W hich helps explain why the party system so shaky. America's bipartisan centrist elites are frustrated, and legitimately, at how neither party can showcase their ideas because of seething populism and the role of anti-elites within both parties. The bipartisan centrists find themselves obliged to use bipartisan commissions or summits to pursue policies that they presumably would prefer to press directly with the electorate. Unfortunately (and undemocratically), these mechanisms are designed to suspend the ordinary rules and retributions of politics to let the elites in both parties team up to recommend and often enact measures that have little public support. Prior examples range from the Greenspan Commission's 1983 insistence on major Social Security tax increases to the early 1990s deal between the parties to raise congressional salaries with as much camouflage as possible. The Bipartisan Commission on Entitlements, chaired by Kerrey, is the latest in this long line. Those who give it bipartisan cheer and a steady flow of memos see it as a way to make the middle class pay for deficit reduction with entitlement cuts, consumption taxes, and spending cuts, while promoting tax changes friendly to investorsþin short, more self-serving policy-making by the upper bracket.
No wonder voters think that the interests of ordinary Americans are not represented in Washington. Their economic interests certainly aren't. Whenever bipartisan elites meet backstage in Washington, they are usually seeking to sidestep public opinion, not uphold it. Critics of Rush Limbaugh should broaden their concern. Precious few talk-show hosts can match the effect of senior members of our two-party system in breeding national cynicism.
A second related failure of this party system is the bipartisan need to pander. George Bush and Bill Clinton, while miles apart in their socioeconomic and ideological origins, reached the White House the same way: by promising the American people they would do things either that they never intended to do or that required populist battles for which they lacked the stomach.

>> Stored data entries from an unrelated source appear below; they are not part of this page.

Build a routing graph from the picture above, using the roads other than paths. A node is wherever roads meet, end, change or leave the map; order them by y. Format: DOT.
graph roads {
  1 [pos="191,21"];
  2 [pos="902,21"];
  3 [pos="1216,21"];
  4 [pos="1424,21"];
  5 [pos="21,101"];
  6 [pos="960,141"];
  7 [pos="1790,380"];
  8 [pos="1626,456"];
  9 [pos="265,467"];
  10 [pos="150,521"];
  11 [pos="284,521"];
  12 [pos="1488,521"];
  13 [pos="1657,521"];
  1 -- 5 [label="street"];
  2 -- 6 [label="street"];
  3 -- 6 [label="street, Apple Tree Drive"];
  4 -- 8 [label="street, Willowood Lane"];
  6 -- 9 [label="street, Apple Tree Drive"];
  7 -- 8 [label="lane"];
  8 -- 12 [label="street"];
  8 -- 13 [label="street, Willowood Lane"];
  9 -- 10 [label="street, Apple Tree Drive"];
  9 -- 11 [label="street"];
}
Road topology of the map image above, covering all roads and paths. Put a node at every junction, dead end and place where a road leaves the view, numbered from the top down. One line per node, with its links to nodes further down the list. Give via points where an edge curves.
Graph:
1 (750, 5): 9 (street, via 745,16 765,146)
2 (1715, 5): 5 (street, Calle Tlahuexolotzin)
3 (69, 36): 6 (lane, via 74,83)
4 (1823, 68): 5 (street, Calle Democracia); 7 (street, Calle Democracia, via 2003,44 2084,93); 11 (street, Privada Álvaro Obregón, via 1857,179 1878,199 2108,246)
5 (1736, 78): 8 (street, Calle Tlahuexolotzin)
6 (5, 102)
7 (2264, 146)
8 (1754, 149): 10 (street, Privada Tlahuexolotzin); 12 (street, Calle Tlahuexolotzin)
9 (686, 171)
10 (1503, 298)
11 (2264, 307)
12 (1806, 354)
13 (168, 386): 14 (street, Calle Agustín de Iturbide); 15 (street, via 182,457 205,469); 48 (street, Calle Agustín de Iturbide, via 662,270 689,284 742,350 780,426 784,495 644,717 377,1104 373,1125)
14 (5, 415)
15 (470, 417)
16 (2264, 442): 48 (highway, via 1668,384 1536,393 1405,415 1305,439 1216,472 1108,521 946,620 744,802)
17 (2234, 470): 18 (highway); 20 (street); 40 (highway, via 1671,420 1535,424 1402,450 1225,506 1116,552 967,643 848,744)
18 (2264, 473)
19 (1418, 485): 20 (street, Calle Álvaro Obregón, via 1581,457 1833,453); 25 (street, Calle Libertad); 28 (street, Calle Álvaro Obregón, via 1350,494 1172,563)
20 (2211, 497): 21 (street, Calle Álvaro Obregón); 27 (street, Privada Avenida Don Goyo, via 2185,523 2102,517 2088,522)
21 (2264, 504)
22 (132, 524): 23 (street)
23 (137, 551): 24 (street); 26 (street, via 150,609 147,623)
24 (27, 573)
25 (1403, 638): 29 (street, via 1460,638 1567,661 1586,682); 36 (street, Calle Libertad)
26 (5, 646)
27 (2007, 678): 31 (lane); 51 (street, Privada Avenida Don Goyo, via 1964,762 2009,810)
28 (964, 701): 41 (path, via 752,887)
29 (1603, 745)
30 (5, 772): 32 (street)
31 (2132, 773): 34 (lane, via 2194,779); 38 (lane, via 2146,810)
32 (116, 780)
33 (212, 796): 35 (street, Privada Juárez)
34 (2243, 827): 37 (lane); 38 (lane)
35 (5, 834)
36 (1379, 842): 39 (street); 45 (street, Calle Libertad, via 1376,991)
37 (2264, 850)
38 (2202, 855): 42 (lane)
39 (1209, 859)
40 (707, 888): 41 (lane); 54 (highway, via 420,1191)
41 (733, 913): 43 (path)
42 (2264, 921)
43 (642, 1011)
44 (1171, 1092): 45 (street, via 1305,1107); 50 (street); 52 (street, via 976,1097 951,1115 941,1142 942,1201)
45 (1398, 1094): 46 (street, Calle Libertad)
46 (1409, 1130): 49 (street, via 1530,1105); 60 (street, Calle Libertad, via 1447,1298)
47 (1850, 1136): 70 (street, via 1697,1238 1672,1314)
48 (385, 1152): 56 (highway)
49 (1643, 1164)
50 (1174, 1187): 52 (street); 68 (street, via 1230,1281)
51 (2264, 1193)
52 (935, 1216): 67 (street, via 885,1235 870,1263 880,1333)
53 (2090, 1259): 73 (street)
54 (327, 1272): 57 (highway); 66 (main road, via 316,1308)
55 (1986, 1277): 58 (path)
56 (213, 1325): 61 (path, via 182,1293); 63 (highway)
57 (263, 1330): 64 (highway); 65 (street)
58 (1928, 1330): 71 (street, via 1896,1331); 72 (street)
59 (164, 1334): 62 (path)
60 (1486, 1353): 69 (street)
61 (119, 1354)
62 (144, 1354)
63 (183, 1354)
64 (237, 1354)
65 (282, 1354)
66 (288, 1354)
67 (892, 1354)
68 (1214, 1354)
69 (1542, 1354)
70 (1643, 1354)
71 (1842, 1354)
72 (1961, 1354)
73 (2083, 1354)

How could such governance not breed widespread popular contempt?
In 1988 and thereafter during the Bush administration, and in 1992 and then during the Clinton administration, the U.S. electorate has seen these shortcomings dominate each party in turn. Small wonder that voters are beginning to wonder about how well the two-party system serves the public interest. It is a debate that is likely to grow in 1995-96 as we watch what is rapidly becoming the saddest spectacle in American democracy: how so few, if any, of our Republican and Democratic wannabes are also oughtabes.